• Problem requirements
Your output should repeat the entries below exactly. It should contain no images.

• Available data
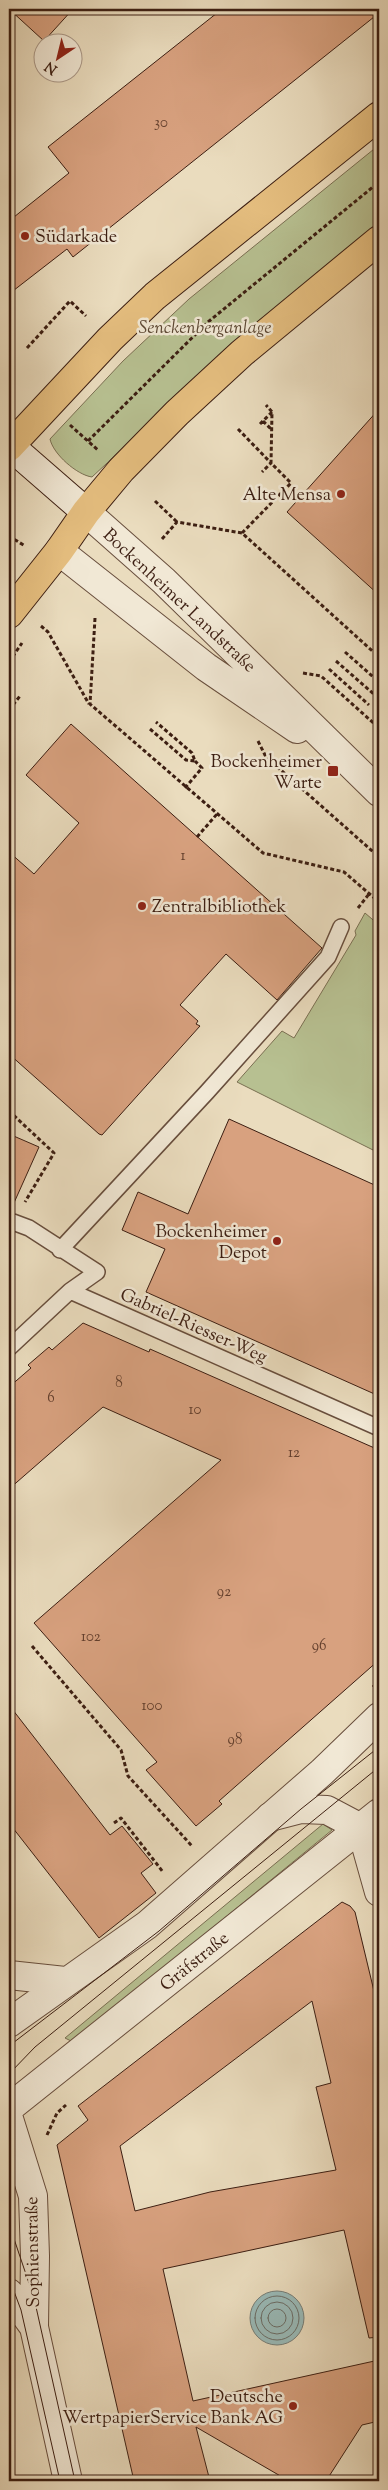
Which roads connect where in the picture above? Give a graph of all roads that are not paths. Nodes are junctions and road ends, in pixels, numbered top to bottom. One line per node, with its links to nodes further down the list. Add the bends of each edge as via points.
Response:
1 (379, 116): 3 (main road, via 155,296 110,340)
2 (379, 240): 4 (main road, via 242,353 177,412)
3 (9, 452): 4 (street, Bockenheimer Landstraße)
4 (86, 512): 5 (main road); 7 (street, Bockenheimer Landstraße, via 164,582)
5 (59, 551): 6 (main road); 7 (street, Bockenheimer Landstraße, via 206,667)
6 (9, 614)
7 (347, 761): 8 (street, Bockenheimer Landstraße)
8 (379, 792)
9 (341, 927): 11 (lane, via 328,957)
10 (13, 1222): 11 (lane, via 29,1228)
11 (60, 1250): 12 (lane, via 97,1272)
12 (70, 1291): 13 (lane); 14 (lane, Gabriel-Riesser-Weg)
13 (9, 1348)
14 (379, 1428)
15 (379, 1716): 16 (street)
16 (270, 1817): 17 (street, via 301,1809 327,1810); 20 (street, via 147,1925)
17 (370, 1820): 18 (street); 22 (street, Gräfstraße)
18 (379, 1892)
19 (9, 1975): 20 (street)
20 (65, 1982): 21 (street)
21 (9, 2022)
22 (9, 2108)
23 (9, 2119): 25 (street, Sophienstraße, via 33,2196)
24 (9, 2293): 25 (street, Sophienstraße)
25 (34, 2328): 26 (street, Sophienstraße)
26 (68, 2481)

• The answer
Which roads connect where in the picture above? Give a graph of all roads that are not paths. Nodes are junctions and road ends, in pixels, numbered top to bottom. One line per node, with its links to nodes further down the list. Add the bends of each edge as via points.
Response:
1 (379, 116): 3 (main road, via 155,296 110,340)
2 (379, 240): 4 (main road, via 242,353 177,412)
3 (9, 452): 4 (street, Bockenheimer Landstraße)
4 (86, 512): 5 (main road); 7 (street, Bockenheimer Landstraße, via 164,582)
5 (59, 551): 6 (main road); 7 (street, Bockenheimer Landstraße, via 206,667)
6 (9, 614)
7 (347, 761): 8 (street, Bockenheimer Landstraße)
8 (379, 792)
9 (341, 927): 11 (lane, via 328,957)
10 (13, 1222): 11 (lane, via 29,1228)
11 (60, 1250): 12 (lane, via 97,1272)
12 (70, 1291): 13 (lane); 14 (lane, Gabriel-Riesser-Weg)
13 (9, 1348)
14 (379, 1428)
15 (379, 1716): 16 (street)
16 (270, 1817): 17 (street, via 301,1809 327,1810); 20 (street, via 147,1925)
17 (370, 1820): 18 (street); 22 (street, Gräfstraße)
18 (379, 1892)
19 (9, 1975): 20 (street)
20 (65, 1982): 21 (street)
21 (9, 2022)
22 (9, 2108)
23 (9, 2119): 25 (street, Sophienstraße, via 33,2196)
24 (9, 2293): 25 (street, Sophienstraße)
25 (34, 2328): 26 (street, Sophienstraße)
26 (68, 2481)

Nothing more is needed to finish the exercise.